**EXERCISE BRIEF**
Please write the following entries out once more, exactly.

**DATASET RECORDS**
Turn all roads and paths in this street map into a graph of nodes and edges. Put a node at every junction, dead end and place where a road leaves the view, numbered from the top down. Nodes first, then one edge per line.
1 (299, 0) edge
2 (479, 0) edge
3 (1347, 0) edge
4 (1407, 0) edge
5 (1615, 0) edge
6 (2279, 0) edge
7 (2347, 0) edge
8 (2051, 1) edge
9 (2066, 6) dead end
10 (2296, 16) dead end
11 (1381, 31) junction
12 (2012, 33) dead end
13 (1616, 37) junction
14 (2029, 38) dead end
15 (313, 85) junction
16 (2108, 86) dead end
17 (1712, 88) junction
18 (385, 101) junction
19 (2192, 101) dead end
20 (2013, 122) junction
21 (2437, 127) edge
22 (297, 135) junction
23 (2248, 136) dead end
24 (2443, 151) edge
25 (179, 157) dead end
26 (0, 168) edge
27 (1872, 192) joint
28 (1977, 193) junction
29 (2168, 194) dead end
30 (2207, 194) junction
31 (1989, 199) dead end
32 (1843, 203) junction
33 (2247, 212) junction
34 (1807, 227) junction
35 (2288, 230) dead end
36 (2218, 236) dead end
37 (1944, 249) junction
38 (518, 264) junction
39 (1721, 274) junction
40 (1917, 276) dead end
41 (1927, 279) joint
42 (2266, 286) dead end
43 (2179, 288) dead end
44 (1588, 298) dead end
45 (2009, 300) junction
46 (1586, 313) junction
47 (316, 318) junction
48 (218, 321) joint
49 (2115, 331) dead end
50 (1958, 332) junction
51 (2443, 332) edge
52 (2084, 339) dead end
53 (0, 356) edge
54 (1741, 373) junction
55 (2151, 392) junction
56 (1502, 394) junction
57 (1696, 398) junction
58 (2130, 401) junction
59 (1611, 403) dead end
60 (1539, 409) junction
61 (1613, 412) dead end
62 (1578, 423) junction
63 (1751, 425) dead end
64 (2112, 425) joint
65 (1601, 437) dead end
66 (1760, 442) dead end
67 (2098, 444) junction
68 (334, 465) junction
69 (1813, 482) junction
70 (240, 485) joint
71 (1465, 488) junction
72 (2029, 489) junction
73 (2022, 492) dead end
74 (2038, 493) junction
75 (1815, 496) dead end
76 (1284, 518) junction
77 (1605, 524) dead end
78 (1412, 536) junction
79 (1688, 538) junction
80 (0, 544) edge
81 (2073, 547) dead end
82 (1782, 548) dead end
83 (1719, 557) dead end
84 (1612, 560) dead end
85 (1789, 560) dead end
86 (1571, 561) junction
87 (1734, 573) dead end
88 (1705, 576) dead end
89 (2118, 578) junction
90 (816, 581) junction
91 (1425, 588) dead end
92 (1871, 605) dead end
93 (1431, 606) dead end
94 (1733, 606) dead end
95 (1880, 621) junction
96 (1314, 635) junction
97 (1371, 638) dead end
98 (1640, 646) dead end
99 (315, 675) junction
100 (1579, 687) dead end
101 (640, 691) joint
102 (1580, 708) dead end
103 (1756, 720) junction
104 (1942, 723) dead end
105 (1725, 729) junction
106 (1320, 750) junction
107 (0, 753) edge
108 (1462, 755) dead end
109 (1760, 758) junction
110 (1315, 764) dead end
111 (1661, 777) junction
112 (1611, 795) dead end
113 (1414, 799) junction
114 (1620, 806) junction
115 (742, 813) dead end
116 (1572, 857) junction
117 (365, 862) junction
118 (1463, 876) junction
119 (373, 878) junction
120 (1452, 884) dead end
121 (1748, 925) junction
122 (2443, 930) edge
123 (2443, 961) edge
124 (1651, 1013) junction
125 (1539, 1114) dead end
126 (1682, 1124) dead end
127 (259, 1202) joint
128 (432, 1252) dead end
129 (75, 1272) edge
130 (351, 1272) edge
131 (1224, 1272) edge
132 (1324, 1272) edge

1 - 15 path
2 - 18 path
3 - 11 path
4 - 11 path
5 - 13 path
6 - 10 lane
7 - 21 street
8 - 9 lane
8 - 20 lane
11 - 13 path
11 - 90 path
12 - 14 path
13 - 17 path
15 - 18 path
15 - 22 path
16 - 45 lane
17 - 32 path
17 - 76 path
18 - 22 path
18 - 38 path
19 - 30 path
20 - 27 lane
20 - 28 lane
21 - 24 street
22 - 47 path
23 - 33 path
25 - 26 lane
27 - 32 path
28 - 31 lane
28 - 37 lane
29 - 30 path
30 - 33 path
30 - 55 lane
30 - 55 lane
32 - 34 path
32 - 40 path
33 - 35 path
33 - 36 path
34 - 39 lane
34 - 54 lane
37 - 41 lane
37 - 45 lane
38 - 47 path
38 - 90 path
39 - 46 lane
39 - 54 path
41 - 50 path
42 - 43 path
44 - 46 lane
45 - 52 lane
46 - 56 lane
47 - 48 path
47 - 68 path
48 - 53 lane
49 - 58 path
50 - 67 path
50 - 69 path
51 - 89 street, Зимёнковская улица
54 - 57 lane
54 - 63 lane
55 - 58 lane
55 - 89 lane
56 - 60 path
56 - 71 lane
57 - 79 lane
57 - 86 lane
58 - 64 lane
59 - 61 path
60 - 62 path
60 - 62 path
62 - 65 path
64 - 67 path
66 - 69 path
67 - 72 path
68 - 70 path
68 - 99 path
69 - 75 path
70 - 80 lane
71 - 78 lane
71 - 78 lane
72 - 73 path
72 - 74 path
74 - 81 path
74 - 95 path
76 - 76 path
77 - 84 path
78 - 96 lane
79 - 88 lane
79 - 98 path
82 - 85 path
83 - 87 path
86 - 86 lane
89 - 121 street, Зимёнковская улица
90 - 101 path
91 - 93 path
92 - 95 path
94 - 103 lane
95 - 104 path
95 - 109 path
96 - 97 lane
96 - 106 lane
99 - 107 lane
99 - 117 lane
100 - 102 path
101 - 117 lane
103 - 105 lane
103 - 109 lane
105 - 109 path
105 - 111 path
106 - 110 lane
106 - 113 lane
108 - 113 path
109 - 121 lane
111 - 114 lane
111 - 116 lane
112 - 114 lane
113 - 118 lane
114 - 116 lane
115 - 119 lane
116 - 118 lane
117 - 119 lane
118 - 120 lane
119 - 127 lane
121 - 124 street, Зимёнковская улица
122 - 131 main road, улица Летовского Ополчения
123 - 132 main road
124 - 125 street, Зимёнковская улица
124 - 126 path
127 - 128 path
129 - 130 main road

**REPLY TO THE EXERCISE**
Turn all roads and paths in this street map into a graph of nodes and edges. Put a node at every junction, dead end and place where a road leaves the view, numbered from the top down. Nodes first, then one edge per line.
1 (299, 0) edge
2 (479, 0) edge
3 (1347, 0) edge
4 (1407, 0) edge
5 (1615, 0) edge
6 (2279, 0) edge
7 (2347, 0) edge
8 (2051, 1) edge
9 (2066, 6) dead end
10 (2296, 16) dead end
11 (1381, 31) junction
12 (2012, 33) dead end
13 (1616, 37) junction
14 (2029, 38) dead end
15 (313, 85) junction
16 (2108, 86) dead end
17 (1712, 88) junction
18 (385, 101) junction
19 (2192, 101) dead end
20 (2013, 122) junction
21 (2437, 127) edge
22 (297, 135) junction
23 (2248, 136) dead end
24 (2443, 151) edge
25 (179, 157) dead end
26 (0, 168) edge
27 (1872, 192) joint
28 (1977, 193) junction
29 (2168, 194) dead end
30 (2207, 194) junction
31 (1989, 199) dead end
32 (1843, 203) junction
33 (2247, 212) junction
34 (1807, 227) junction
35 (2288, 230) dead end
36 (2218, 236) dead end
37 (1944, 249) junction
38 (518, 264) junction
39 (1721, 274) junction
40 (1917, 276) dead end
41 (1927, 279) joint
42 (2266, 286) dead end
43 (2179, 288) dead end
44 (1588, 298) dead end
45 (2009, 300) junction
46 (1586, 313) junction
47 (316, 318) junction
48 (218, 321) joint
49 (2115, 331) dead end
50 (1958, 332) junction
51 (2443, 332) edge
52 (2084, 339) dead end
53 (0, 356) edge
54 (1741, 373) junction
55 (2151, 392) junction
56 (1502, 394) junction
57 (1696, 398) junction
58 (2130, 401) junction
59 (1611, 403) dead end
60 (1539, 409) junction
61 (1613, 412) dead end
62 (1578, 423) junction
63 (1751, 425) dead end
64 (2112, 425) joint
65 (1601, 437) dead end
66 (1760, 442) dead end
67 (2098, 444) junction
68 (334, 465) junction
69 (1813, 482) junction
70 (240, 485) joint
71 (1465, 488) junction
72 (2029, 489) junction
73 (2022, 492) dead end
74 (2038, 493) junction
75 (1815, 496) dead end
76 (1284, 518) junction
77 (1605, 524) dead end
78 (1412, 536) junction
79 (1688, 538) junction
80 (0, 544) edge
81 (2073, 547) dead end
82 (1782, 548) dead end
83 (1719, 557) dead end
84 (1612, 560) dead end
85 (1789, 560) dead end
86 (1571, 561) junction
87 (1734, 573) dead end
88 (1705, 576) dead end
89 (2118, 578) junction
90 (816, 581) junction
91 (1425, 588) dead end
92 (1871, 605) dead end
93 (1431, 606) dead end
94 (1733, 606) dead end
95 (1880, 621) junction
96 (1314, 635) junction
97 (1371, 638) dead end
98 (1640, 646) dead end
99 (315, 675) junction
100 (1579, 687) dead end
101 (640, 691) joint
102 (1580, 708) dead end
103 (1756, 720) junction
104 (1942, 723) dead end
105 (1725, 729) junction
106 (1320, 750) junction
107 (0, 753) edge
108 (1462, 755) dead end
109 (1760, 758) junction
110 (1315, 764) dead end
111 (1661, 777) junction
112 (1611, 795) dead end
113 (1414, 799) junction
114 (1620, 806) junction
115 (742, 813) dead end
116 (1572, 857) junction
117 (365, 862) junction
118 (1463, 876) junction
119 (373, 878) junction
120 (1452, 884) dead end
121 (1748, 925) junction
122 (2443, 930) edge
123 (2443, 961) edge
124 (1651, 1013) junction
125 (1539, 1114) dead end
126 (1682, 1124) dead end
127 (259, 1202) joint
128 (432, 1252) dead end
129 (75, 1272) edge
130 (351, 1272) edge
131 (1224, 1272) edge
132 (1324, 1272) edge

1 - 15 path
2 - 18 path
3 - 11 path
4 - 11 path
5 - 13 path
6 - 10 lane
7 - 21 street
8 - 9 lane
8 - 20 lane
11 - 13 path
11 - 90 path
12 - 14 path
13 - 17 path
15 - 18 path
15 - 22 path
16 - 45 lane
17 - 32 path
17 - 76 path
18 - 22 path
18 - 38 path
19 - 30 path
20 - 27 lane
20 - 28 lane
21 - 24 street
22 - 47 path
23 - 33 path
25 - 26 lane
27 - 32 path
28 - 31 lane
28 - 37 lane
29 - 30 path
30 - 33 path
30 - 55 lane
30 - 55 lane
32 - 34 path
32 - 40 path
33 - 35 path
33 - 36 path
34 - 39 lane
34 - 54 lane
37 - 41 lane
37 - 45 lane
38 - 47 path
38 - 90 path
39 - 46 lane
39 - 54 path
41 - 50 path
42 - 43 path
44 - 46 lane
45 - 52 lane
46 - 56 lane
47 - 48 path
47 - 68 path
48 - 53 lane
49 - 58 path
50 - 67 path
50 - 69 path
51 - 89 street, Зимёнковская улица
54 - 57 lane
54 - 63 lane
55 - 58 lane
55 - 89 lane
56 - 60 path
56 - 71 lane
57 - 79 lane
57 - 86 lane
58 - 64 lane
59 - 61 path
60 - 62 path
60 - 62 path
62 - 65 path
64 - 67 path
66 - 69 path
67 - 72 path
68 - 70 path
68 - 99 path
69 - 75 path
70 - 80 lane
71 - 78 lane
71 - 78 lane
72 - 73 path
72 - 74 path
74 - 81 path
74 - 95 path
76 - 76 path
77 - 84 path
78 - 96 lane
79 - 88 lane
79 - 98 path
82 - 85 path
83 - 87 path
86 - 86 lane
89 - 121 street, Зимёнковская улица
90 - 101 path
91 - 93 path
92 - 95 path
94 - 103 lane
95 - 104 path
95 - 109 path
96 - 97 lane
96 - 106 lane
99 - 107 lane
99 - 117 lane
100 - 102 path
101 - 117 lane
103 - 105 lane
103 - 109 lane
105 - 109 path
105 - 111 path
106 - 110 lane
106 - 113 lane
108 - 113 path
109 - 121 lane
111 - 114 lane
111 - 116 lane
112 - 114 lane
113 - 118 lane
114 - 116 lane
115 - 119 lane
116 - 118 lane
117 - 119 lane
118 - 120 lane
119 - 127 lane
121 - 124 street, Зимёнковская улица
122 - 131 main road, улица Летовского Ополчения
123 - 132 main road
124 - 125 street, Зимёнковская улица
124 - 126 path
127 - 128 path
129 - 130 main road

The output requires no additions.